**TASK GOAL**
Could you please reproduce every record below exactly, leaving out the pictures?

**THE RECORDS**
BEGIN
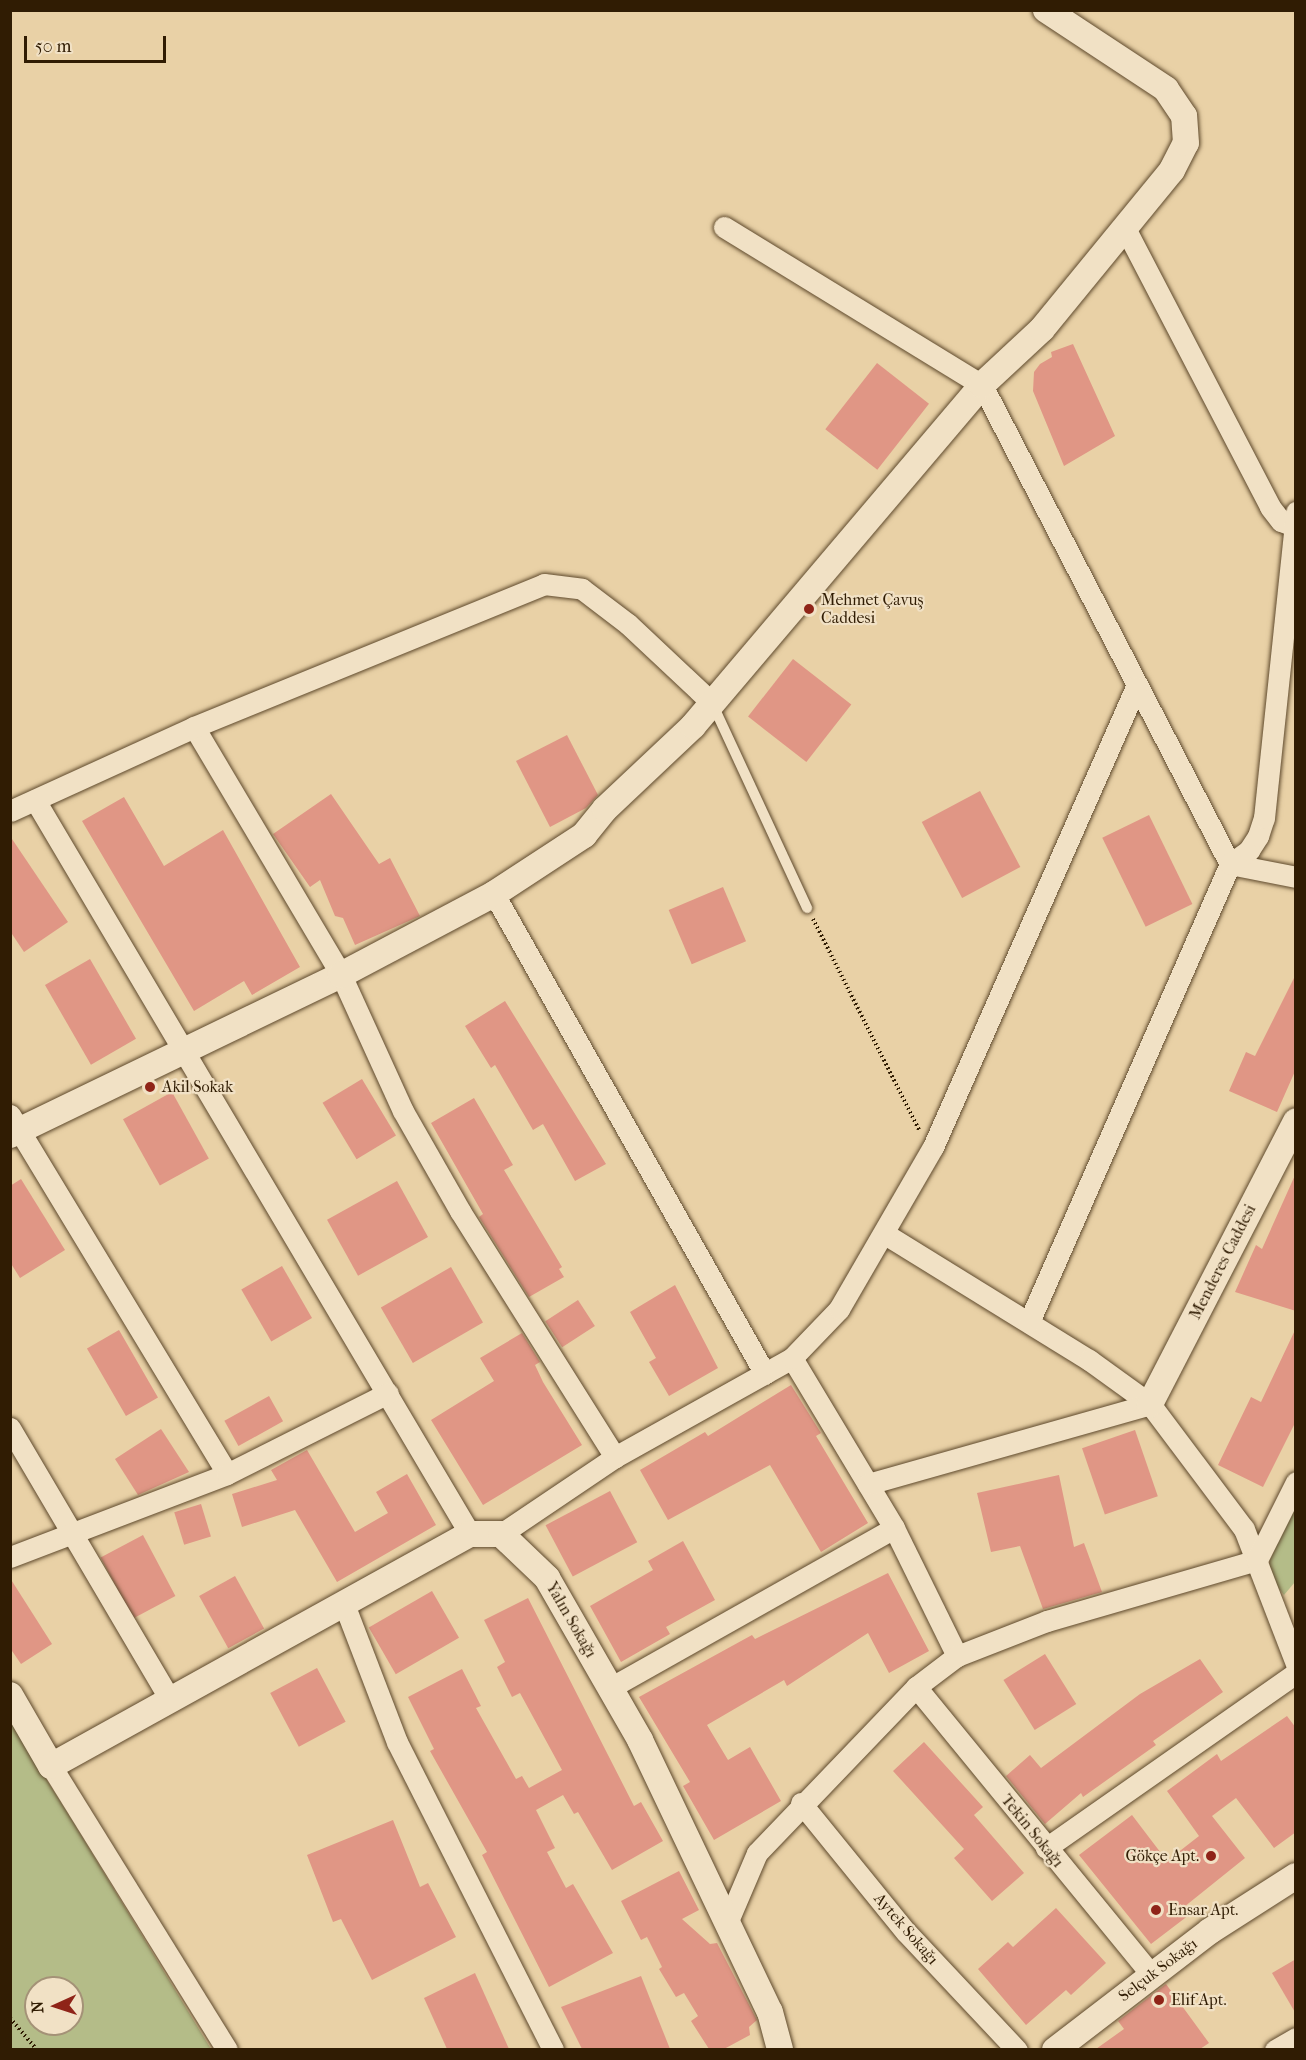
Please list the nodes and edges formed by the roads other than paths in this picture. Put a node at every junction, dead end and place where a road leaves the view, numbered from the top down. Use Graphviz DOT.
graph roads {
  1 [pos="1046,10"];
  2 [pos="724,227"];
  3 [pos="1125,228"];
  4 [pos="982,385"];
  5 [pos="1294,519"];
  6 [pos="1290,600"];
  7 [pos="1136,687"];
  8 [pos="712,703"];
  9 [pos="194,727"];
  10 [pos="35,800"];
  11 [pos="10,811"];
  12 [pos="1230,864"];
  13 [pos="1296,877"];
  14 [pos="494,894"];
  15 [pos="807,908"];
  16 [pos="341,975"];
  17 [pos="183,1053"];
  18 [pos="1296,1121"];
  19 [pos="13,1127"];
  20 [pos="1287,1155"];
  21 [pos="885,1234"];
  22 [pos="1029,1322"];
  23 [pos="792,1358"];
  24 [pos="765,1374"];
  25 [pos="388,1393"];
  26 [pos="1150,1404"];
  27 [pos="10,1428"];
  28 [pos="615,1457"];
  29 [pos="227,1474"];
  30 [pos="1296,1482"];
  31 [pos="868,1484"];
  32 [pos="894,1528"];
  33 [pos="470,1534"];
  34 [pos="501,1534"];
  35 [pos="72,1536"];
  36 [pos="10,1557"];
  37 [pos="1257,1560"];
  38 [pos="344,1604"];
  39 [pos="1296,1610"];
  40 [pos="1281,1628"];
  41 [pos="957,1656"];
  42 [pos="1296,1664"];
  43 [pos="1296,1673"];
  44 [pos="916,1687"];
  45 [pos="610,1688"];
  46 [pos="10,1695"];
  47 [pos="170,1700"];
  48 [pos="51,1766"];
  49 [pos="801,1803"];
  50 [pos="1046,1848"];
  51 [pos="1296,1876"];
  52 [pos="728,1921"];
  53 [pos="1151,1974"];
  54 [pos="1296,2037"];
  55 [pos="227,2049"];
  56 [pos="553,2049"];
  57 [pos="780,2049"];
  58 [pos="1017,2049"];
  59 [pos="1055,2049"];
  60 [pos="1275,2049"];
  1 -- 3 [label="street"];
  2 -- 4 [label="street"];
  3 -- 4 [label="street"];
  3 -- 5 [label="street"];
  4 -- 7 [label="street"];
  4 -- 8 [label="street"];
  5 -- 6 [label="street"];
  6 -- 12 [label="street"];
  7 -- 12 [label="street"];
  7 -- 21 [label="street"];
  8 -- 9 [label="street"];
  8 -- 14 [label="street"];
  8 -- 15 [label="lane"];
  9 -- 10 [label="street"];
  9 -- 16 [label="street"];
  10 -- 11 [label="street"];
  10 -- 17 [label="street"];
  12 -- 13 [label="street"];
  12 -- 22 [label="street"];
  14 -- 16 [label="street"];
  14 -- 24 [label="street"];
  16 -- 17 [label="street"];
  16 -- 28 [label="street"];
  17 -- 19 [label="street"];
  17 -- 25 [label="street"];
  18 -- 20 [label="street, Menderes Caddesi"];
  19 -- 29 [label="street"];
  20 -- 26 [label="street, Menderes Caddesi"];
  21 -- 22 [label="street"];
  21 -- 23 [label="street"];
  22 -- 26 [label="street"];
  23 -- 24 [label="street"];
  23 -- 31 [label="street"];
  24 -- 28 [label="street"];
  25 -- 29 [label="street"];
  25 -- 33 [label="street"];
  26 -- 31 [label="street"];
  26 -- 37 [label="street"];
  27 -- 35 [label="street"];
  28 -- 34 [label="street"];
  29 -- 35 [label="street"];
  30 -- 37 [label="street"];
  31 -- 32 [label="street"];
  32 -- 41 [label="street"];
  32 -- 45 [label="street"];
  33 -- 34 [label="street"];
  33 -- 38 [label="street"];
  34 -- 45 [label="street, Yalın Sokağı"];
  35 -- 36 [label="street"];
  35 -- 47 [label="street"];
  37 -- 40 [label="street"];
  37 -- 41 [label="street"];
  38 -- 47 [label="street"];
  38 -- 56 [label="street"];
  39 -- 40 [label="street"];
  40 -- 42 [label="street"];
  41 -- 44 [label="street"];
  43 -- 50 [label="street"];
  44 -- 49 [label="street"];
  44 -- 50 [label="street, Tekin Sokağı"];
  45 -- 52 [label="street, Yalın Sokağı"];
  46 -- 48 [label="street"];
  47 -- 48 [label="street"];
  48 -- 55 [label="street"];
  49 -- 52 [label="street"];
  49 -- 58 [label="street, Aytek Sokağı"];
  50 -- 53 [label="street, Tekin Sokağı"];
  51 -- 53 [label="street, Selçuk Sokağı"];
  52 -- 57 [label="street, Yalın Sokağı"];
  53 -- 59 [label="street, Selçuk Sokağı"];
  54 -- 60 [label="street"];
}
END
**ANSWER BOX**
Please list the nodes and edges formed by the roads other than paths in this picture. Put a node at every junction, dead end and place where a road leaves the view, numbered from the top down. Use Graphviz DOT.
graph roads {
  1 [pos="1046,10"];
  2 [pos="724,227"];
  3 [pos="1125,228"];
  4 [pos="982,385"];
  5 [pos="1294,519"];
  6 [pos="1290,600"];
  7 [pos="1136,687"];
  8 [pos="712,703"];
  9 [pos="194,727"];
  10 [pos="35,800"];
  11 [pos="10,811"];
  12 [pos="1230,864"];
  13 [pos="1296,877"];
  14 [pos="494,894"];
  15 [pos="807,908"];
  16 [pos="341,975"];
  17 [pos="183,1053"];
  18 [pos="1296,1121"];
  19 [pos="13,1127"];
  20 [pos="1287,1155"];
  21 [pos="885,1234"];
  22 [pos="1029,1322"];
  23 [pos="792,1358"];
  24 [pos="765,1374"];
  25 [pos="388,1393"];
  26 [pos="1150,1404"];
  27 [pos="10,1428"];
  28 [pos="615,1457"];
  29 [pos="227,1474"];
  30 [pos="1296,1482"];
  31 [pos="868,1484"];
  32 [pos="894,1528"];
  33 [pos="470,1534"];
  34 [pos="501,1534"];
  35 [pos="72,1536"];
  36 [pos="10,1557"];
  37 [pos="1257,1560"];
  38 [pos="344,1604"];
  39 [pos="1296,1610"];
  40 [pos="1281,1628"];
  41 [pos="957,1656"];
  42 [pos="1296,1664"];
  43 [pos="1296,1673"];
  44 [pos="916,1687"];
  45 [pos="610,1688"];
  46 [pos="10,1695"];
  47 [pos="170,1700"];
  48 [pos="51,1766"];
  49 [pos="801,1803"];
  50 [pos="1046,1848"];
  51 [pos="1296,1876"];
  52 [pos="728,1921"];
  53 [pos="1151,1974"];
  54 [pos="1296,2037"];
  55 [pos="227,2049"];
  56 [pos="553,2049"];
  57 [pos="780,2049"];
  58 [pos="1017,2049"];
  59 [pos="1055,2049"];
  60 [pos="1275,2049"];
  1 -- 3 [label="street"];
  2 -- 4 [label="street"];
  3 -- 4 [label="street"];
  3 -- 5 [label="street"];
  4 -- 7 [label="street"];
  4 -- 8 [label="street"];
  5 -- 6 [label="street"];
  6 -- 12 [label="street"];
  7 -- 12 [label="street"];
  7 -- 21 [label="street"];
  8 -- 9 [label="street"];
  8 -- 14 [label="street"];
  8 -- 15 [label="lane"];
  9 -- 10 [label="street"];
  9 -- 16 [label="street"];
  10 -- 11 [label="street"];
  10 -- 17 [label="street"];
  12 -- 13 [label="street"];
  12 -- 22 [label="street"];
  14 -- 16 [label="street"];
  14 -- 24 [label="street"];
  16 -- 17 [label="street"];
  16 -- 28 [label="street"];
  17 -- 19 [label="street"];
  17 -- 25 [label="street"];
  18 -- 20 [label="street, Menderes Caddesi"];
  19 -- 29 [label="street"];
  20 -- 26 [label="street, Menderes Caddesi"];
  21 -- 22 [label="street"];
  21 -- 23 [label="street"];
  22 -- 26 [label="street"];
  23 -- 24 [label="street"];
  23 -- 31 [label="street"];
  24 -- 28 [label="street"];
  25 -- 29 [label="street"];
  25 -- 33 [label="street"];
  26 -- 31 [label="street"];
  26 -- 37 [label="street"];
  27 -- 35 [label="street"];
  28 -- 34 [label="street"];
  29 -- 35 [label="street"];
  30 -- 37 [label="street"];
  31 -- 32 [label="street"];
  32 -- 41 [label="street"];
  32 -- 45 [label="street"];
  33 -- 34 [label="street"];
  33 -- 38 [label="street"];
  34 -- 45 [label="street, Yalın Sokağı"];
  35 -- 36 [label="street"];
  35 -- 47 [label="street"];
  37 -- 40 [label="street"];
  37 -- 41 [label="street"];
  38 -- 47 [label="street"];
  38 -- 56 [label="street"];
  39 -- 40 [label="street"];
  40 -- 42 [label="street"];
  41 -- 44 [label="street"];
  43 -- 50 [label="street"];
  44 -- 49 [label="street"];
  44 -- 50 [label="street, Tekin Sokağı"];
  45 -- 52 [label="street, Yalın Sokağı"];
  46 -- 48 [label="street"];
  47 -- 48 [label="street"];
  48 -- 55 [label="street"];
  49 -- 52 [label="street"];
  49 -- 58 [label="street, Aytek Sokağı"];
  50 -- 53 [label="street, Tekin Sokağı"];
  51 -- 53 [label="street, Selçuk Sokağı"];
  52 -- 57 [label="street, Yalın Sokağı"];
  53 -- 59 [label="street, Selçuk Sokağı"];
  54 -- 60 [label="street"];
}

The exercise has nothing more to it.